INTEL’S SANDY BRIDGE is days away from launch, but the big news this week is the massive changes to the next generation Ivy Bridge. If Intel manages to get their drivers in order, it could destroy the entire low end GPU market.
OK, lets be realistic, Intel won’t get their drivers in order, five years in they are still irrevocably broken, but Ivy Bridge will change the game on the hardware side. Ivy will give a massive speed boost to the GPU side of things through the most unlikely of places, chip packaging technology. The big secret for Ivy Bridge is a silicon interposer coupled with lots and lots of DRAM under the thermal cap.
How much memory?

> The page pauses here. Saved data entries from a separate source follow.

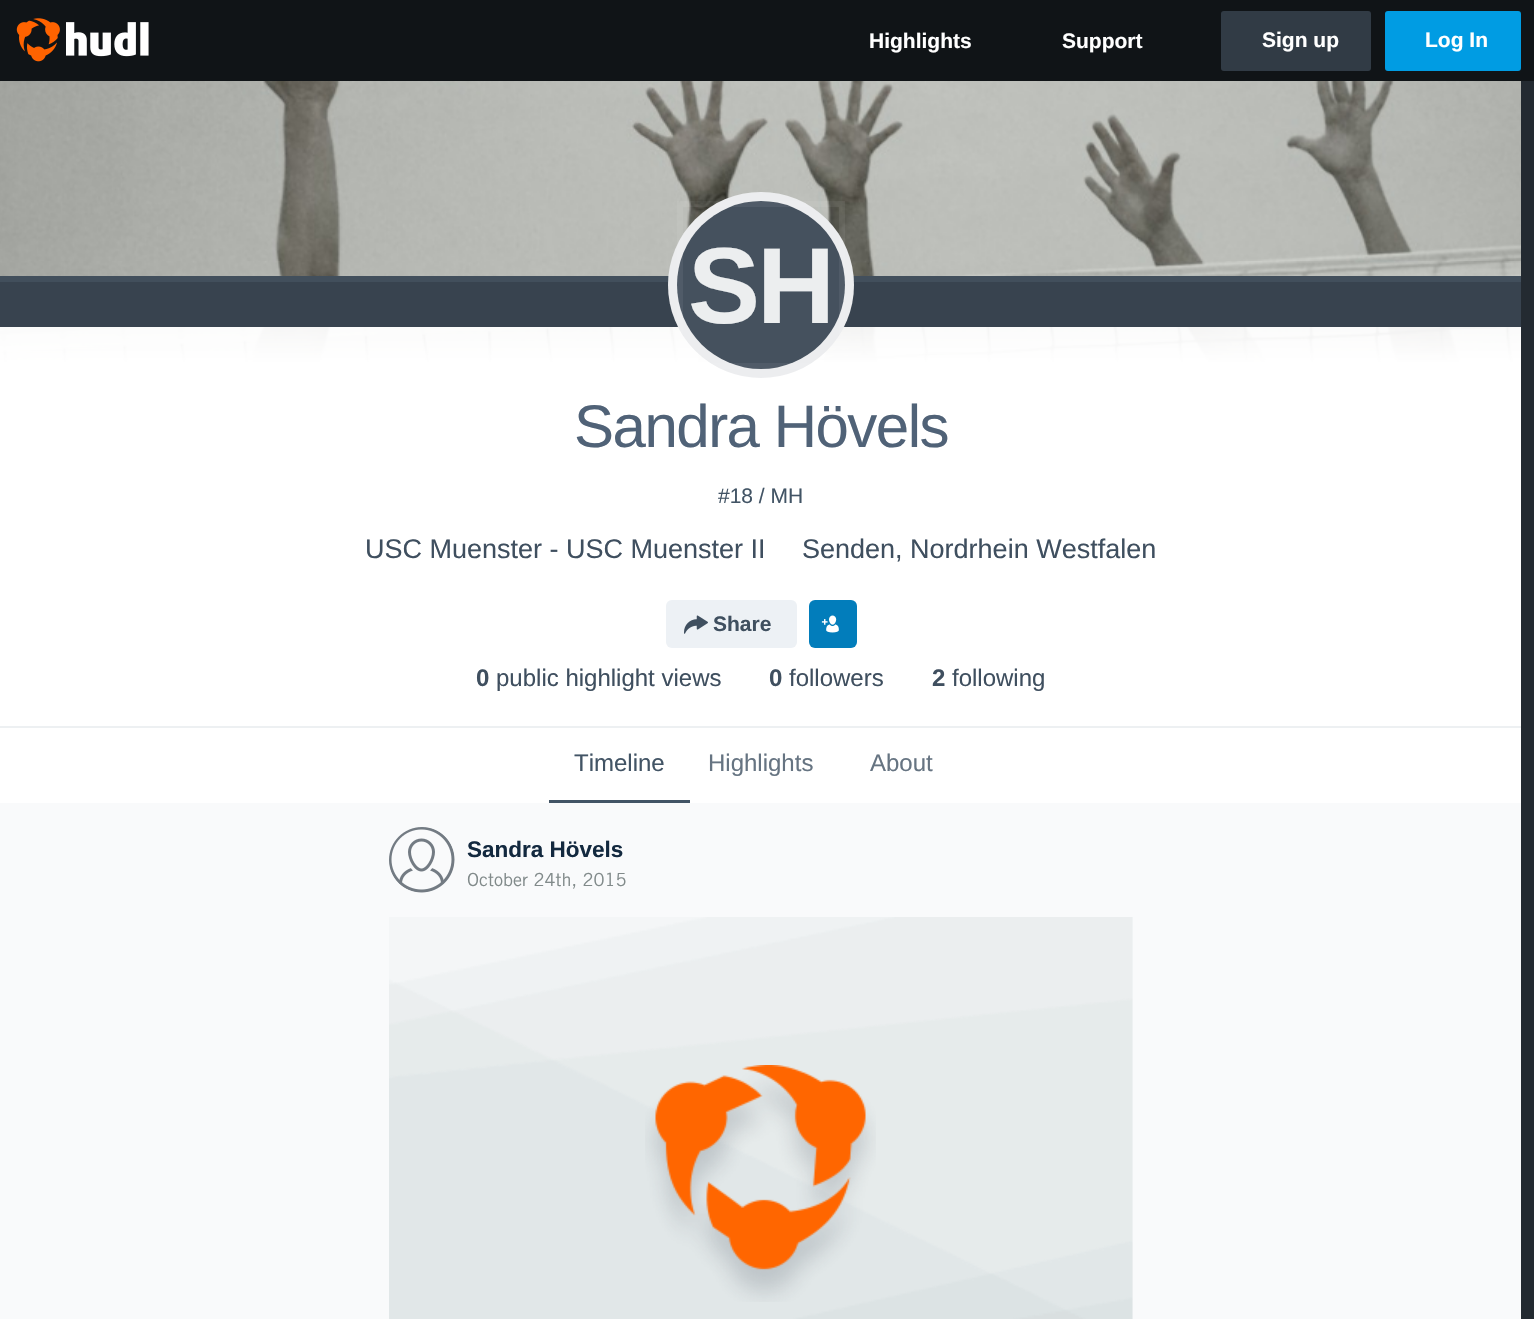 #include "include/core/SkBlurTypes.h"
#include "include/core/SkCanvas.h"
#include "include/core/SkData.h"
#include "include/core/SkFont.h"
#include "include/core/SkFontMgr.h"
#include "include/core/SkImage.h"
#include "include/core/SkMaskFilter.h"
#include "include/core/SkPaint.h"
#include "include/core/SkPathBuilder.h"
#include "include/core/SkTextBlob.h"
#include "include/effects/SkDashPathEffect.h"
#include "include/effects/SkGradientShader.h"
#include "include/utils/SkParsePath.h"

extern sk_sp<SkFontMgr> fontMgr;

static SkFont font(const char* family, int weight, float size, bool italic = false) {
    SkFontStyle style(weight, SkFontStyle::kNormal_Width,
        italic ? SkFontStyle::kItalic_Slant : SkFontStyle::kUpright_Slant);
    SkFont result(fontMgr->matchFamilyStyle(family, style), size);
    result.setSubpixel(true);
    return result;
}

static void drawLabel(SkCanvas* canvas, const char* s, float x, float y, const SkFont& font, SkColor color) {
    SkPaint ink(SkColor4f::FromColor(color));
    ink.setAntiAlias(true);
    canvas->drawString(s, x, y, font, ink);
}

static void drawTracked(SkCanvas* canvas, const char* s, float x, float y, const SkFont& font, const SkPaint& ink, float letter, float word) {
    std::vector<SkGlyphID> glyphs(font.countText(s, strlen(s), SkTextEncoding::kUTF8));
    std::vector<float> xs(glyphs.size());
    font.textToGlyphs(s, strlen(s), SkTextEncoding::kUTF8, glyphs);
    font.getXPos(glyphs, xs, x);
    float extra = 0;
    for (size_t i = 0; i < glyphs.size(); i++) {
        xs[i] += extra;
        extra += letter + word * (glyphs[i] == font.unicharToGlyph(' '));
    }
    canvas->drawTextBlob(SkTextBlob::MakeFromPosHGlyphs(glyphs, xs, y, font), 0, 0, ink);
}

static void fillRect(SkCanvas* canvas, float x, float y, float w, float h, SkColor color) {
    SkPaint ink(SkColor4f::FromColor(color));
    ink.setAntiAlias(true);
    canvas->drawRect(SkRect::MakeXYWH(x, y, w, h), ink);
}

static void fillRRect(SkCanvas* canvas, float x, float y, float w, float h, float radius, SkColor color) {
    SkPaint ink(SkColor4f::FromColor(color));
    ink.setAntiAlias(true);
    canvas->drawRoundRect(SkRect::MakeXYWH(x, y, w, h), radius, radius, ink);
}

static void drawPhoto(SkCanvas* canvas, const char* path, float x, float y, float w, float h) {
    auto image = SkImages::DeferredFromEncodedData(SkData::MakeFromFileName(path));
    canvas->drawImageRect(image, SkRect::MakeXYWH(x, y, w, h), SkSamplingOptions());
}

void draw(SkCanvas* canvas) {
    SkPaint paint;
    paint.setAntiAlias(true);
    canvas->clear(0xFF232A31);
    fillRect(canvas, 0, 0, 1534, 81, 0xFF101417);
    drawPhoto(canvas, "assets/img1.png", 16, 18, 133, 44);
    SkFont font1 = font("Liberation Sans", 700, 21);
    drawLabel(canvas, "Highlights", 869, 48, font1, 0xFFFFFFFF);
    drawLabel(canvas, "Support", 1062, 48, font1, 0xFFFFFFFF);
    paint.setColor(0xFF313B45);
    canvas->drawRoundRect(SkRect::MakeXYWH(1223.5f, 13.5f, 145, 55), 0.5f, 0.5f, paint);
    paint.setStroke(true);
    paint.setStrokeWidth(5);
    canvas->drawRoundRect(SkRect::MakeXYWH(1223.5f, 13.5f, 145, 55), 0.5f, 0.5f, paint);
    drawLabel(canvas, "Sign up", 1262, 47, font1, 0xFFFFFFFF);
    paint.setStroke(false);
    paint.setColor(0xFF009CE3);
    canvas->drawRoundRect(SkRect::MakeXYWH(1387.5f, 13.5f, 131, 55), 0.5f, 0.5f, paint);
    paint.setStroke(true);
    canvas->drawRoundRect(SkRect::MakeXYWH(1387.5f, 13.5f, 131, 55), 0.5f, 0.5f, paint);
    drawLabel(canvas, "Log In", 1425, 47, font1, 0xFFFFFFFF);
    drawPhoto(canvas, "assets/img2.png", 0, 81, 1521, 281);
    paint.setStroke(false);
    {
        const SkColor colors[] = {0xD9FFFFFF, 0xFFFFFFFF};
        const float stops[] = {0, 0.2f};
        const SkPoint ends[] = {{761, 276}, {761, 726}};
        paint.setShader(SkGradientShader::MakeLinear(ends, colors, stops, 2, SkTileMode::kClamp));
        paint.setAlpha(255);
    }
    canvas->drawRect(SkRect::MakeXYWH(0, 327, 1521, 399), paint);
    fillRect(canvas, 0, 726, 1521, 2, 0xFFEDF0F2);
    fillRect(canvas, 0, 276, 1521, 6, 0xFF424F5C);
    fillRect(canvas, 0, 282, 1521, 45, 0xFF38434F);
    paint.setShader(nullptr);
    paint.setColor(0xFFFFFFFF);
    canvas->drawCircle(761, 285, 93, paint);
    paint.setStroke(true);
    paint.setStrokeWidth(9);
    paint.setColor(0x1A45525E);
    canvas->drawCircle(761, 285, 88.5f, paint);
    paint.setStroke(false);
    paint.setColor(0xFF45515E);
    canvas->drawCircle(761, 285, 84, paint);
    paint.setStroke(true);
    paint.setStrokeWidth(6);
    paint.setColor(0x0FFFFFFF);
    canvas->drawRect(SkRect::MakeXYWH(680, 204, 162, 162), paint);
    SkFont font2 = font("Liberation Sans", 700, 108);
    paint.setStroke(false);
    paint.setColor(0xFFECEEEF);
    drawTracked(canvas, "SH", 688, 323, font2, paint, -3, 0);
    SkFont font3 = font("Liberation Sans", 400, 60);
    paint.setColor(0xFF506277);
    drawTracked(canvas, "Sandra Hövels", 574, 447, font3, paint, -1.5f, 0);
    SkFont font4 = font("Liberation Sans", 400, 21);
    drawLabel(canvas, "#18 / MH", 718, 503, font4, 0xFF425465);
    SkFont font5 = font("Liberation Sans", 400, 27);
    drawLabel(canvas, "USC Muenster - USC Muenster II", 365, 558, font5, 0xFF3F4F5F);
    drawLabel(canvas, "Senden, Nordrhein Westfalen", 802, 558, font5, 0xFF3F4F5F);
    fillRRect(canvas, 666, 600, 131, 48, 6, 0xFFEDF1F5);
    drawPhoto(canvas, "assets/img3.png", 684, 615, 24, 19);
    drawLabel(canvas, "Share", 713, 631, font1, 0xFF3F4F5F);
    fillRRect(canvas, 809, 600, 48, 48, 6, 0xFF027DBB);
    drawPhoto(canvas, "assets/img4.png", 821, 615, 18, 18);
    SkFont font6 = font("Liberation Sans", 700, 24);
    drawLabel(canvas, "0", 476, 686, font6, 0xFF3F4F5F);
    SkFont font7 = font("Liberation Sans", 400, 24);
    drawLabel(canvas, "public highlight views", 496, 686, font7, 0xFF3F4F5F);
    drawLabel(canvas, "0", 769, 686, font6, 0xFF3F4F5F);
    drawLabel(canvas, "followers", 789, 686, font7, 0xFF3F4F5F);
    drawLabel(canvas, "2", 932, 686, font6, 0xFF3F4F5F);
    drawLabel(canvas, "following", 952, 686, font7, 0xFF3F4F5F);
    fillRect(canvas, 0, 728, 1521, 75, 0xFFFFFFFF);
    fillRect(canvas, 549, 800, 141, 3, 0xFF425465);
    drawLabel(canvas, "Timeline", 574, 771, font7, 0xFF425465);
    drawLabel(canvas, "Highlights", 708, 771, font7, 0xFF667482);
    drawLabel(canvas, "About", 870, 771, font7, 0xFF667482);
    fillRect(canvas, 0, 803, 1521, 516, 0xFFF9FAFB);
    drawPhoto(canvas, "assets/img5.png", 389, 827, 66, 66);
    SkFont font8 = font("Liberation Sans", 700, 22.5f);
    drawLabel(canvas, "Sandra Hövels", 467, 857, font8, 0xFF13293F);
    SkFont font9 = font("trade", 400, 18);
    drawLabel(canvas, "October 24th, 2015", 467, 886, font9, 0xFF818A8A);
    drawPhoto(canvas, "assets/img6.png", 389, 917, 744, 402);
    drawPhoto(canvas, "assets/img7.png", 645, 1065, 231, 237);
}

Rumors from the far east say that the high end SKUs might carry as much as 1GB of GPU memory on board, not very fast, but it will probably be hugely wide. The magic of this all is in the silicon interposer(SI), and stacked memory. When AMD finds out, they are going to be very scared, so don’t tell them.
What is an SI, and what is stacked memory? Stacked memory is basically what it sounds like, take a bunch of memory dies and stack them one on top of each other. If you own a smartphone or a high capacity micro-SD card, you almost assuredly are the proud owner of at least one memory stack. The technology to make them isn’t all that tricky, but powering them and cooling them is, which is why the technology is currently limited to low power devices.
“But Ivy Bridge is a 100W or so part, hardly low power” I hear you say. Yes, but the memory on it is going to be low power, and thus low speed, which is why it has to be very very wide. It is also why Intel is going the SI route instead of stacking the memory on the CPU like cell phones do.
A SI is basically a very simple chip, a slab of silicon ground very thin, and with a small number of metal layers, possibly only one. The idea is that if you put two chips on an MCM, the thinnest you can draw traces on the fiberglass or organic substrate is fat and bloated compared to those on a chip. That is fine with one die because the purpose of the substrate is basically to break out the pins so the motherboard or socket can be make cheaper, or in some cases made at all.
If you are connecting two chips with lots of external connections, like a combo CPU/GPU to a wide memory stack, and you still have to connect it to the outside world as well, pin counts explode. This in turn explodes the trace count that the substrate needs to route, and that means more layers.
More layers means more cost and a lot higher defect rate. Basically costs balloon enough so that it is uneconomical. This is the reason that all GPUs use external DRAMs and the GT200 was EOL’d so early, basically cost. You can do wide paths between chips, it just isn’t worth it.
That is where the SI comes in, instead of drawing traces on a substrate scale, you draw them on a chip metal layer scale, something that can be an order of magnitude or more thinner. Then routing between adjacent chips becomes far less of an issue, and you can pack them together at much tighter pitches.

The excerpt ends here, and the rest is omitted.